Czarodziejka
był las pokryty
złotolistnym marzeniem
i byłaś ty ubrana
w dyskretny uśmiech
rosa tuliła wrzosy
cichym westchnieniem
gdzieś za horyzontem
ukrył się pośpiech
grzyby przed tobą
chyliły swe kapelusze
w zachwycie słońce
bieg zatrzymało
drzewa szumiały
pieśń sytą wzruszeń
a moje serce
widząc cię oniemiało
rzuciłaś czar na las cały
i dzikie zwierzęta
tańczyłaś zwiewnie
panno śliczna i tajemnicza
moja dusza była szczęśliwa
i wniebowzięta
kochając jesień
pamiętam zawsze
urok jej oblicza
Oskar Wizard
Komentarze (43)
IMHO, podobnie jak krzemanka czytałbym nieco inaczej,
jako regularny trzynastozgłoskowiec ujęty w trzy
strofy;
brzezinę okrytą złotolistnym marzeniem
nawiedziłaś ubrana w dyskretne uśmiechy
gdy wrzosy zmoczone rosy cichym westchnieniem
hen,gdzieś za horyzontem się kryły w pośpiechu
przed tobą grzyby uchylały kapelusze
zachwycone słońce swój bieg aż zatrzymało
drzewa się rozszumiały pieśnią pełną wzruszeń
a moje serce widząc ciebie oniemiało
oczarowałaś i las i dzikie zwierzęta
tańczyłaś panno zwiewna, śliczna,tajemnicza
by moja dusza była szczęściem wniebowzięta
pamiętała jesień i urok jej oblicza
Czarodziejka, też gdzieś mam wiersz o takim tytule.
Bardzo ładnie, podoba się:)
Bardzo ładny wiersz i do tego trochę leśny.
Pozdrawiam
Dzisiaj przeczytałam wiele pięknych, romantycznych
wierszy, ten jest jednym z lepszych! może to jesień
tak lirycznie nastraja?
Pozdrawiam cieplutko:)
piekną masz czarodziejkę
aż wiatr o niej śpiewa
a strumyk szemrze
jesień piękna jest
niczym wiosna
tylko w innej odmianie
jedna daje zapach kwiatu
druga barwy kolorowe
w koronach drzew
królestwo komnat w:):)
Podoba mi się:) Pozdrawiam.
Ładnie.

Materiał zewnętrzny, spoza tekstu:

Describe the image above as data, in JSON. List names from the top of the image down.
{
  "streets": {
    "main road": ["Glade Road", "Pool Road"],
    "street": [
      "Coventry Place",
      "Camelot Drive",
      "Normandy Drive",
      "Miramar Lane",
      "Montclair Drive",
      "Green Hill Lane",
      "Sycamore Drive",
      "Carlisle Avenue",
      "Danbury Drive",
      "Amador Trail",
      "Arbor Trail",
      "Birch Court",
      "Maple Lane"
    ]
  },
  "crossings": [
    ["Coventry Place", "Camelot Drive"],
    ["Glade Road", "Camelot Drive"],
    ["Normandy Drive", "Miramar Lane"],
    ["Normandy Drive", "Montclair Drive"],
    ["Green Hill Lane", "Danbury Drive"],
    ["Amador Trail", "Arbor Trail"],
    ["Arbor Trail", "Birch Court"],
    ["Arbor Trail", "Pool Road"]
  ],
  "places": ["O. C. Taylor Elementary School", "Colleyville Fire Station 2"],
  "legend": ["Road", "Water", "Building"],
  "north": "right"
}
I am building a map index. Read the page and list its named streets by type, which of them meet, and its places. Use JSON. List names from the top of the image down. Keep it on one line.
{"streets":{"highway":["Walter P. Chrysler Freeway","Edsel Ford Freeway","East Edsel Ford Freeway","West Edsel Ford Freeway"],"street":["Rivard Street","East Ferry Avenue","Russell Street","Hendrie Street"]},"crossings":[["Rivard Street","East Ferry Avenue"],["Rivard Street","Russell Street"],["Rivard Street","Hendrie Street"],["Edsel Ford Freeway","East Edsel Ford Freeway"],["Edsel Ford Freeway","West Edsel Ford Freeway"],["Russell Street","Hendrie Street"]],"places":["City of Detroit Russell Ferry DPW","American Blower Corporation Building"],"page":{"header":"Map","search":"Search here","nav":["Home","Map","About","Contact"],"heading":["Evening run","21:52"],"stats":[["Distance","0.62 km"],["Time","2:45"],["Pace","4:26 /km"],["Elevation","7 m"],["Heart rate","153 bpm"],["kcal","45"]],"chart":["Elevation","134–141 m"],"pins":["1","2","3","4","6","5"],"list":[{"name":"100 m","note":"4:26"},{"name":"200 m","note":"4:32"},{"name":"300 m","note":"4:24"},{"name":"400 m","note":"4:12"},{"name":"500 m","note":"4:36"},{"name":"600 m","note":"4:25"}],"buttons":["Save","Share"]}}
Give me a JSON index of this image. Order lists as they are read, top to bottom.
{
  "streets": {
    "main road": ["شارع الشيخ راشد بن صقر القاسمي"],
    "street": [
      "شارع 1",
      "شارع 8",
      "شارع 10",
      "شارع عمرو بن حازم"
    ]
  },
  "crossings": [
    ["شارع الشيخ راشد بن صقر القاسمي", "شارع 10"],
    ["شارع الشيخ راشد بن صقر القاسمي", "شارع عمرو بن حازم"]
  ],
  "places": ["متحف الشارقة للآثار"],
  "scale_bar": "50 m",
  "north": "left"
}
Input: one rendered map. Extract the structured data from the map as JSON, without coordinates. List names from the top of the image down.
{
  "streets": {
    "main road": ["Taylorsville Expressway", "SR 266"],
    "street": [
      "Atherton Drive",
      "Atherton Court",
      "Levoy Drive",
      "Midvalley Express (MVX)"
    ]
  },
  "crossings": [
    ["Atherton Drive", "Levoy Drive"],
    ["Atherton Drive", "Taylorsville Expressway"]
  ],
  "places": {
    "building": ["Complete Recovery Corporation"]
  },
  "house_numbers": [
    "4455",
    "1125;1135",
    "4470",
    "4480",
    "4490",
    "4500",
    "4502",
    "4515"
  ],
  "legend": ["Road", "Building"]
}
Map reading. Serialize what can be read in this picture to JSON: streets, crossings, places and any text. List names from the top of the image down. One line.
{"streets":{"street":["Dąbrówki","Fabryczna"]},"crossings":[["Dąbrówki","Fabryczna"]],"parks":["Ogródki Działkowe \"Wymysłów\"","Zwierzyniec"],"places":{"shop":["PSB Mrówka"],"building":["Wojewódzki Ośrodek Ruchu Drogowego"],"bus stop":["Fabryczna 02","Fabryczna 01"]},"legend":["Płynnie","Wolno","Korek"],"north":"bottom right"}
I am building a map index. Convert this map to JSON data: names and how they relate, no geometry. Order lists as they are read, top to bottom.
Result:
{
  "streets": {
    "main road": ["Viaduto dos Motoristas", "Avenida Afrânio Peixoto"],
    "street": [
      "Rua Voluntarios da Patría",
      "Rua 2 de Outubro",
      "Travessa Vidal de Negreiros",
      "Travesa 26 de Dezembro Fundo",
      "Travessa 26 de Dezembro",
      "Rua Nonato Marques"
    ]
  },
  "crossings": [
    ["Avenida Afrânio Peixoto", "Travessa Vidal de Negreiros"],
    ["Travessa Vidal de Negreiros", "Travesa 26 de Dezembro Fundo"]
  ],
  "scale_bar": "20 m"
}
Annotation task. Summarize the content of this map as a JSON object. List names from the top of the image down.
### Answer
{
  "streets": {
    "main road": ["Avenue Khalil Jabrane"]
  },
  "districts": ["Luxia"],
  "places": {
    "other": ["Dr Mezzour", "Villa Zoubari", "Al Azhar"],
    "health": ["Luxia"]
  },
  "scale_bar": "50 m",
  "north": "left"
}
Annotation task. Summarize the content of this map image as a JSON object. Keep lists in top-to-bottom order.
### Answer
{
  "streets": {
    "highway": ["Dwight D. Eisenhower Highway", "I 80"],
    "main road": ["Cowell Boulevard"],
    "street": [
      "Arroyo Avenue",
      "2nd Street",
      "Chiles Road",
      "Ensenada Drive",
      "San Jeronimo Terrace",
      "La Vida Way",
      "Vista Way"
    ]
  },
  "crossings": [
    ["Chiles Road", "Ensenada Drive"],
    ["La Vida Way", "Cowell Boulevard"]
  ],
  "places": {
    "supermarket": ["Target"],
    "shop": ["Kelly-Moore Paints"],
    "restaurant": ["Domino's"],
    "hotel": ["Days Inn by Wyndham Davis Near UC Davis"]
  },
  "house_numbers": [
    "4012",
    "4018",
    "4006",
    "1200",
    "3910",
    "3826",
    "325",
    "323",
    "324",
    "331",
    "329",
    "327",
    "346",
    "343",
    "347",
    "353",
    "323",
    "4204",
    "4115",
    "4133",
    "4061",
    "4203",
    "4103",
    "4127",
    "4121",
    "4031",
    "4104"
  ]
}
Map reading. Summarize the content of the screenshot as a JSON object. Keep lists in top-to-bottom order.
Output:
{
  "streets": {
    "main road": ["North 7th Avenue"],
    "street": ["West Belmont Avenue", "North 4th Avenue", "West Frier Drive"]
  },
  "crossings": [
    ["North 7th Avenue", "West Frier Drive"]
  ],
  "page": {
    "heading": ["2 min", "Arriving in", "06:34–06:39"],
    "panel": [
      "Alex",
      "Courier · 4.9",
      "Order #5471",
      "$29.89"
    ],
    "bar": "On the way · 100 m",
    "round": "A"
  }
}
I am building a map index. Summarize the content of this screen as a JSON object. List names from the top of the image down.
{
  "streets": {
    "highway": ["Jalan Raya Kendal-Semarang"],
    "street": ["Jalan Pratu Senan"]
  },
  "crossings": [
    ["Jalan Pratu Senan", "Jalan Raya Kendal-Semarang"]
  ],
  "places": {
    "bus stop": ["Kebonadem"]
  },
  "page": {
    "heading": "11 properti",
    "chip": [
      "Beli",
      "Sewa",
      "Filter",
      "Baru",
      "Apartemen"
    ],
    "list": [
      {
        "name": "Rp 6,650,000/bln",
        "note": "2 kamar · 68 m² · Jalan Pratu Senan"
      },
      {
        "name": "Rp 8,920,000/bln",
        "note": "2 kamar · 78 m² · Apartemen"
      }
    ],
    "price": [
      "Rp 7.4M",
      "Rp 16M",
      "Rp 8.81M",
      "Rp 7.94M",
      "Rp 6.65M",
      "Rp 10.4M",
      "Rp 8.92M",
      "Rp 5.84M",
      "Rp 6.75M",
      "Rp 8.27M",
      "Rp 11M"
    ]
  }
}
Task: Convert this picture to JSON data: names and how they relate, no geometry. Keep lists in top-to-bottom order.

Czytam sobie bez "swe"
w dziesiątym wersie i "pełną" zamiast "sytą" w
czternastym.
Zastanawiam się czy w ostatnim wersie nie lepiej
brzmiałoby:
"urok twojego oblicza". Mam nadzieję, że autor wybaczy
mi te czytelnicze uwagi. Miłego dnia.
Ładnie. Czytam sobie bez "swe"
w dziesiątym wersie i "pełną" zamiast "sytą" w
czternastym.
Zastanawiam się czy w ostatnim wersie nie lepiej
brzmiałoby:
"urok twojego oblicza". Mam nadzieję, że autor wybaczy
mi te czytelnicze uwagi. Miłego dnia.
melancholijnie ,jesiennie ,pi
eknie !!!
Romantycznie. Pozdrawiam
Ładnie, Oskarze.
Pozdrawiam.
ja się dopatruję podtekstów i widzę w wierszu nie
tylko oblicze jesieni ;)) Pozdrawiam Cię Oskarze:)
Ech... ta kolorowa, tańcząca jesień
cichą melancholię ze sobą niesie....
Znam tą jesień, mam ją na co dzień, nawet widzę z
okien jak pięknie tańczy.Dookoła mnie są lasy i widzę
zmianę barw.
Piękny wiersz, bardzo mi się podoba.Pozdrawiam
serdecznie.
piękna jesień potraci kolory po lesie ...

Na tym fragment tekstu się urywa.